[Excerpted data — start]

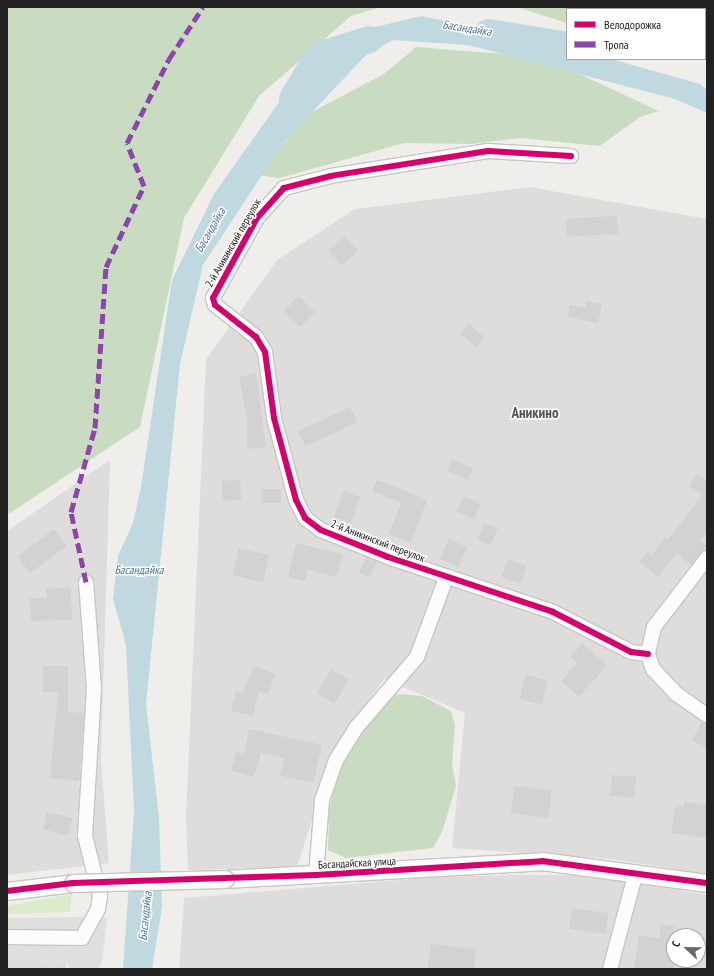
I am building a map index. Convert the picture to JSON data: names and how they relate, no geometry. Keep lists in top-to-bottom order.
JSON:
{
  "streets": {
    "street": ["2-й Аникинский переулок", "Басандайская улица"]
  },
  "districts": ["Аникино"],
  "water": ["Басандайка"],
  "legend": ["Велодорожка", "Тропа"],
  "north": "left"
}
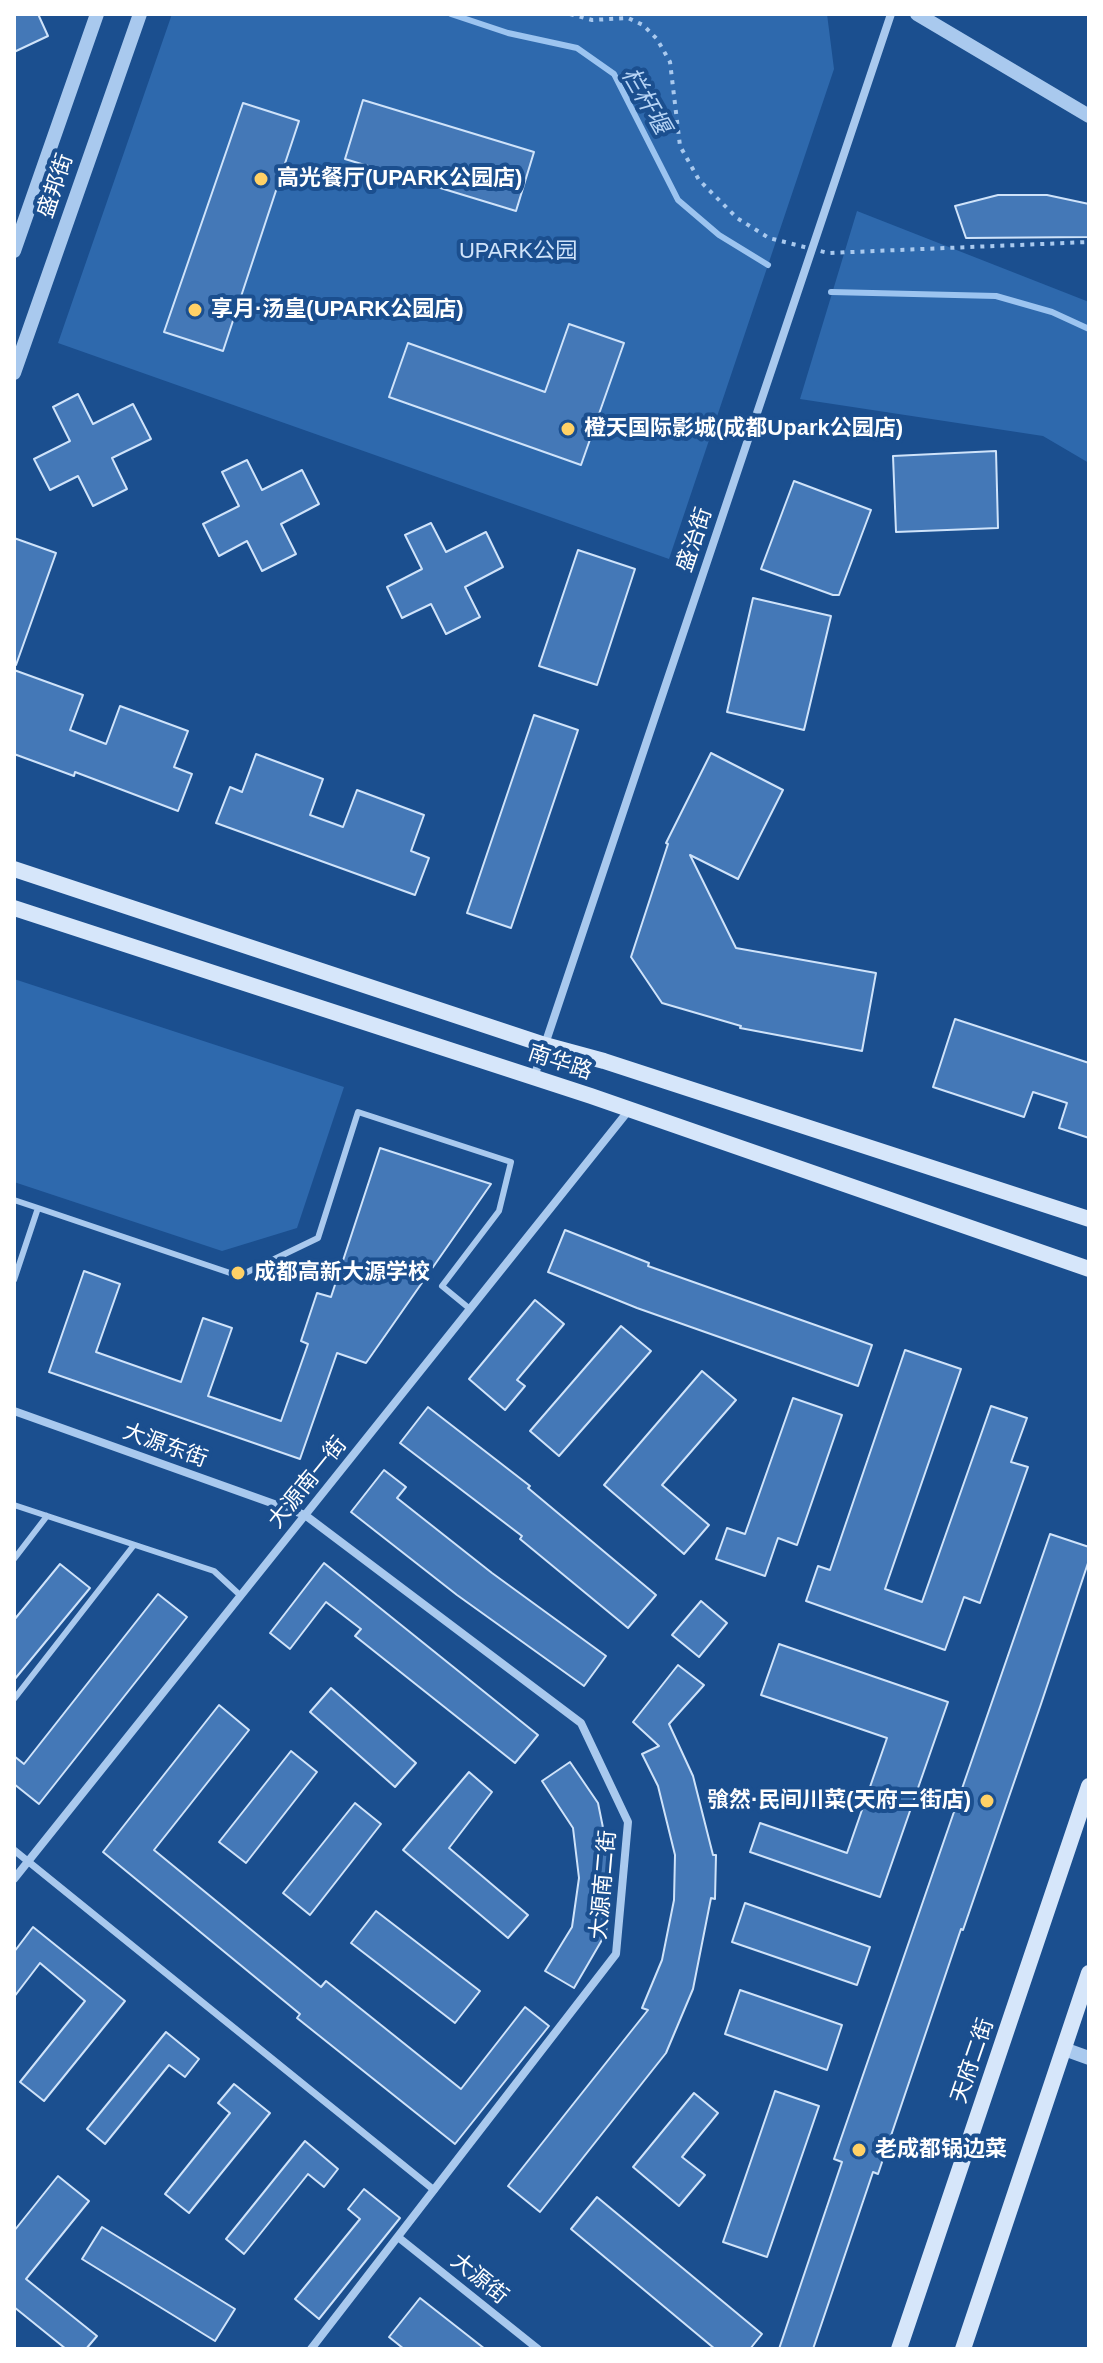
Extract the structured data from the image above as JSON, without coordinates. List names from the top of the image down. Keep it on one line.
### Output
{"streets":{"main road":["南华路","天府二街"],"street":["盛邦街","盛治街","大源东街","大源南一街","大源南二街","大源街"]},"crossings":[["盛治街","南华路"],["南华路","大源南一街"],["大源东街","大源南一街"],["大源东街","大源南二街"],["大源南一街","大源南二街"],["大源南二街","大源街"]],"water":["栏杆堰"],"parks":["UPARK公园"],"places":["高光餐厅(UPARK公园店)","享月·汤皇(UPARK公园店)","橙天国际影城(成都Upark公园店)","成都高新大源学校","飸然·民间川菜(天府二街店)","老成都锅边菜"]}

[Excerpted data — finish]

Output each record verbatim and leave out its pictures.

I am building a map index. Convert the picture to JSON data: names and how they relate, no geometry. Keep lists in top-to-bottom order.
JSON:
{
  "streets": {
    "street": ["2-й Аникинский переулок", "Басандайская улица"]
  },
  "districts": ["Аникино"],
  "water": ["Басандайка"],
  "legend": ["Велодорожка", "Тропа"],
  "north": "left"
}
Extract the structured data from the image above as JSON, without coordinates. List names from the top of the image down. Keep it on one line.
### Output
{"streets":{"main road":["南华路","天府二街"],"street":["盛邦街","盛治街","大源东街","大源南一街","大源南二街","大源街"]},"crossings":[["盛治街","南华路"],["南华路","大源南一街"],["大源东街","大源南一街"],["大源东街","大源南二街"],["大源南一街","大源南二街"],["大源南二街","大源街"]],"water":["栏杆堰"],"parks":["UPARK公园"],"places":["高光餐厅(UPARK公园店)","享月·汤皇(UPARK公园店)","橙天国际影城(成都Upark公园店)","成都高新大源学校","飸然·民间川菜(天府二街店)","老成都锅边菜"]}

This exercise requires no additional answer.